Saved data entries
....................
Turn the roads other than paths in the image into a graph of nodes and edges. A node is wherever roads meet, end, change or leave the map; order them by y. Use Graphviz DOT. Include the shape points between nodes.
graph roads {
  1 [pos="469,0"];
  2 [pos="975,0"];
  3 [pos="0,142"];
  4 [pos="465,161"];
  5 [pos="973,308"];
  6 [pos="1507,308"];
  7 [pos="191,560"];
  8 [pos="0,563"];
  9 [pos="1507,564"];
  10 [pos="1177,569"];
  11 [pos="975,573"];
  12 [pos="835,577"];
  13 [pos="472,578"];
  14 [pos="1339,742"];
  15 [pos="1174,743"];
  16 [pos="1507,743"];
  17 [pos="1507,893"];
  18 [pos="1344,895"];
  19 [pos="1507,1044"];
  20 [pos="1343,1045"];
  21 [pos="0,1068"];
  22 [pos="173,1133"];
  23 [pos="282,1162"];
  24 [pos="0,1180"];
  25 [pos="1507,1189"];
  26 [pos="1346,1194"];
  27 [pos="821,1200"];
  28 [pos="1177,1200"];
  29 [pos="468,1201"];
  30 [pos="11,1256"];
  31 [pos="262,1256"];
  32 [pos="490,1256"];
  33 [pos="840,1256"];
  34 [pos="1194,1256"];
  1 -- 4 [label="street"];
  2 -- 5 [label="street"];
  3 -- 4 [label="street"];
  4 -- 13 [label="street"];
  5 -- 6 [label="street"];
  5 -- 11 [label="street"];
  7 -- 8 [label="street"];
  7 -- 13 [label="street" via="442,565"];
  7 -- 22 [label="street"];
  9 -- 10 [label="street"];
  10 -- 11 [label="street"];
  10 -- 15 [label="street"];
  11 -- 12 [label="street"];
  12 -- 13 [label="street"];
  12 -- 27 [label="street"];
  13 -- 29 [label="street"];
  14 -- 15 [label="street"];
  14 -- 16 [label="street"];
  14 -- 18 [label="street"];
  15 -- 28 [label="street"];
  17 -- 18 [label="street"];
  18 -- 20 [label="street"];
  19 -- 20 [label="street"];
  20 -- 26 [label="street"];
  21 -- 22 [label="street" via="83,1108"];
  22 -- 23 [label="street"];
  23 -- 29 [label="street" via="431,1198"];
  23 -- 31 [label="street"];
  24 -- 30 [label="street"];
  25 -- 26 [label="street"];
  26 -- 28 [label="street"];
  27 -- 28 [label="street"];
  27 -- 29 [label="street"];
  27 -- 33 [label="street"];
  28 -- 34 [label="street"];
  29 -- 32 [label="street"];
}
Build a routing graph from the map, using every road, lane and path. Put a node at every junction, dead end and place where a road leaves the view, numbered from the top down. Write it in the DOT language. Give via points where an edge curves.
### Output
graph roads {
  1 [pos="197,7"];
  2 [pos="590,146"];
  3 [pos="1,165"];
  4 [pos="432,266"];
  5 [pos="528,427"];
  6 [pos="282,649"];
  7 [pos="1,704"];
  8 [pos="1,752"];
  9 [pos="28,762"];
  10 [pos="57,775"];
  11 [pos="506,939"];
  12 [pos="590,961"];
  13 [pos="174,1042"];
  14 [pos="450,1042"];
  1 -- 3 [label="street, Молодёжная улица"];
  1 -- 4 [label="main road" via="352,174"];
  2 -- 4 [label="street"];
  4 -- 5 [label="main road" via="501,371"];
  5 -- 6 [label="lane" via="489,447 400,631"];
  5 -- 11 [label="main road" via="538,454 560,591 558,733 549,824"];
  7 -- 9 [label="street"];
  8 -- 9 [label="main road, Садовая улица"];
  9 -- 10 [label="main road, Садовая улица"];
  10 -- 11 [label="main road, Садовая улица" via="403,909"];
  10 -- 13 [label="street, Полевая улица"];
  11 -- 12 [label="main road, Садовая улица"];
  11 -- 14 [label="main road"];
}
....................
(YOUR ASSIGNMENT) Each line above that includes "node" should be shown.

(ANSWER TO THE PROBLEM)
Turn the roads other than paths in the image into a graph of nodes and edges. A node is wherever roads meet, end, change or leave the map; order them by y. Use Graphviz DOT. Include the shape points between nodes.
Build a routing graph from the map, using every road, lane and path. Put a node at every junction, dead end and place where a road leaves the view, numbered from the top down. Write it in the DOT language. Give via points where an edge curves.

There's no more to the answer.